Sorge dunque il dubbio che il giudice della nomofilachia si sia spinto in realtà troppo oltre la norma processuale. Il dubbio che sorge è, cioè, se questo (ingegnoso) intervento di ortopedia giudiziaria, per adeguarla al principio di effettività della norma UE. non superi il confine tra creatività (ammissibile) e creazionismo (inammissibile).

Quanto porrebbe (l’uso del condizionale è d’obbligo in una segnalazione che non ha la pretesa d’essere un commento a prima lettura) l’affermazione del giudice della nomofilachia oltre il perimetro dell’obbligo di interpretazione conforme, come definito dalla Corte di giustizia, che è assolutamente rispettosa del principio di autonomia processuale (competenza processuale funzionalizzata), essendosi la giurisprudenza comunitaria da tempo consolidata nell’insegnamento che «nell’applicare il diritto interno, i giudici nazionali chiamati a interpretarlo sono tenuti a prendere in considerazione l’insieme delle norme di tale diritto e ad applicare i criteri ermeneutici riconosciuti dallo stesso al fine di interpretarlo per quanto più possibile alla luce della lettera e dello scopo della direttiva di cui trattasi, onde conseguire il risultato fissato da quest’ultima e conformarsi pertanto all’articolo 288, terzo comma, TFUE [e] include l’obbligo, per i giudici nazionali, di modificare, se del caso, una giurisprudenza consolidata se questa si basa su un’interpretazione del diritto nazionale incompatibile con gli scopi di una direttiva [ma] non può servire a fondare un’interpretazione contra legem del diritto nazionale» (Corte di giustizia, 19/4/2016, causa C‑441/14, Dansk Industri).

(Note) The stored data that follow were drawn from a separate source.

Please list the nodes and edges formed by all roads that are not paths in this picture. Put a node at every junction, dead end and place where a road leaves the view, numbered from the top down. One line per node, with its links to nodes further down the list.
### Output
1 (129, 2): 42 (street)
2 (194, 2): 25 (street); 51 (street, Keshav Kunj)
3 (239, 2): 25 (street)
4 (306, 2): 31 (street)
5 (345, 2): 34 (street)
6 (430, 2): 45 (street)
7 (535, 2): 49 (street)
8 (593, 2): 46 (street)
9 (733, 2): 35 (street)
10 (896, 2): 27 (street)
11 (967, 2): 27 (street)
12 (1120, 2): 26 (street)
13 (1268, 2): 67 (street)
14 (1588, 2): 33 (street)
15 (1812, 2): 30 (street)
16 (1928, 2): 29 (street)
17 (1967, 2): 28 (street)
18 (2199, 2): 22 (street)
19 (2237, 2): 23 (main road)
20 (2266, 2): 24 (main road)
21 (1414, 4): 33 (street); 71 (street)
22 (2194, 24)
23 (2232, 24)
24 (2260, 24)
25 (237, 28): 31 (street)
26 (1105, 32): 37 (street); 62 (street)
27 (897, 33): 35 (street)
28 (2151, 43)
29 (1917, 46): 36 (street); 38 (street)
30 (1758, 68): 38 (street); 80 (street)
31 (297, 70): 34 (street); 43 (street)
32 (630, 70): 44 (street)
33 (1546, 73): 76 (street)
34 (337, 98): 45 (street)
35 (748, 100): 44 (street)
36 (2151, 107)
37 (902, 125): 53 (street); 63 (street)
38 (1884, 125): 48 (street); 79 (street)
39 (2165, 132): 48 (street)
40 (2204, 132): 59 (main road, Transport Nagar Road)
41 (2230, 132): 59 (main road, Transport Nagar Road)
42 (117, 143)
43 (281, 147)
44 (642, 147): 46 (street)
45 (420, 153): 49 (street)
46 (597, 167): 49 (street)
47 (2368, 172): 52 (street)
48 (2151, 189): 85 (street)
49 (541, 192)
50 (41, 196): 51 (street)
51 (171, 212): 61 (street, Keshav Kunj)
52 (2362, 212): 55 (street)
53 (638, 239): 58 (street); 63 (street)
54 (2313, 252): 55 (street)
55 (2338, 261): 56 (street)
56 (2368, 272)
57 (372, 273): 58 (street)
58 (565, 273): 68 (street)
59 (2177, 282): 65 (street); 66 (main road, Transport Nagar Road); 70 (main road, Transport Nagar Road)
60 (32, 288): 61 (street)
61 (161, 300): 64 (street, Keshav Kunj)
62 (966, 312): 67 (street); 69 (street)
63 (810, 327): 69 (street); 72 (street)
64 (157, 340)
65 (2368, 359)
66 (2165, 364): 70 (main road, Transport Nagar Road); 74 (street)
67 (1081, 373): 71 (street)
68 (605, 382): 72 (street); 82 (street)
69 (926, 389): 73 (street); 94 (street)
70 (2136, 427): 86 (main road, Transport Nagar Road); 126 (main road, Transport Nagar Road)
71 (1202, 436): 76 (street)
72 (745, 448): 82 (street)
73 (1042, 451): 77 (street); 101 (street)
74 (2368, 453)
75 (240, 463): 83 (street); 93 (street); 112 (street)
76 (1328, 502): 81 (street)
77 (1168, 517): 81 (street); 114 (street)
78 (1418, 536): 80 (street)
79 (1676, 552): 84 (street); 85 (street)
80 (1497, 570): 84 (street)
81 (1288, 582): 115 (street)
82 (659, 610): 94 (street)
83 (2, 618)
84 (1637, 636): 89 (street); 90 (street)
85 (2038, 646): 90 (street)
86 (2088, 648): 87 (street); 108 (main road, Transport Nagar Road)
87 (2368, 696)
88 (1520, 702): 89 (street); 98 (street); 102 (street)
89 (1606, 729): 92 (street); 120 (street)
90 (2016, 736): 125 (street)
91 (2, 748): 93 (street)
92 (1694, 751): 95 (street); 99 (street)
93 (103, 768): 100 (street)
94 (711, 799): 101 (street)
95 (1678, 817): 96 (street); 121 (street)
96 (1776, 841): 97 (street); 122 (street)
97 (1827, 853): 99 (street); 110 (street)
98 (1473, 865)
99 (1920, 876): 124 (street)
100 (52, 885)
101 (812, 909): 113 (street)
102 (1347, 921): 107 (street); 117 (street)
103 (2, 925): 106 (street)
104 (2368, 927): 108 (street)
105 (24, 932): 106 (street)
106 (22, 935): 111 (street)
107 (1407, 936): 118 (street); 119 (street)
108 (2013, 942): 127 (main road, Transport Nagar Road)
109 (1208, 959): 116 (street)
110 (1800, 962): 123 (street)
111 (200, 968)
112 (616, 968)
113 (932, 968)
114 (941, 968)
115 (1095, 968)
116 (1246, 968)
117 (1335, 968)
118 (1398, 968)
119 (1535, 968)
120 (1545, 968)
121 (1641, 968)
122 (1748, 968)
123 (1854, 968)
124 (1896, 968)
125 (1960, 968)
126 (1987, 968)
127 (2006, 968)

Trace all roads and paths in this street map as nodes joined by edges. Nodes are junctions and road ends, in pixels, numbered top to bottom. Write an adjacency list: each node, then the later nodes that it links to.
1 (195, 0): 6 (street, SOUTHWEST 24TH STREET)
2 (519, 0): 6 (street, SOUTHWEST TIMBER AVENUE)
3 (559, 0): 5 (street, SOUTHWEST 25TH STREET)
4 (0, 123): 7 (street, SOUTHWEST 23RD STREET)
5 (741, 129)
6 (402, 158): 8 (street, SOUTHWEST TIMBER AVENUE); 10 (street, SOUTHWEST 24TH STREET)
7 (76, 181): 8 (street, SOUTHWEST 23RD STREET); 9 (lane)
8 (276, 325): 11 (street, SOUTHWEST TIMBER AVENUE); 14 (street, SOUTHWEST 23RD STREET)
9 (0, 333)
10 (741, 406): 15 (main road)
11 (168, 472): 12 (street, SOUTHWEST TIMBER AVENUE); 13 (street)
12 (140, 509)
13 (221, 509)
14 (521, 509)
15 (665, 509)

Luci e ombre, dunque, di una sentenza che, comunque, farà molto discutere e, quale che sarà il futuro esito del confronto, segna senz’altro un passo importante (ancorché probabilmente oltre le righe della disposizione normativa) nell’adeguamento della nostra giurisprudenza all’effetto utile dell’effetto diretto (effet utile) della norma UE, perché in essa si definisce un metodo interpretativo sicuramente condivisibile, quantunque possa forse essere opinabile il risultato ermeneutico.

Massimo Giavazzi

Adjunct Professor at the University of Milan. Lawyer at the bar of Bergamo.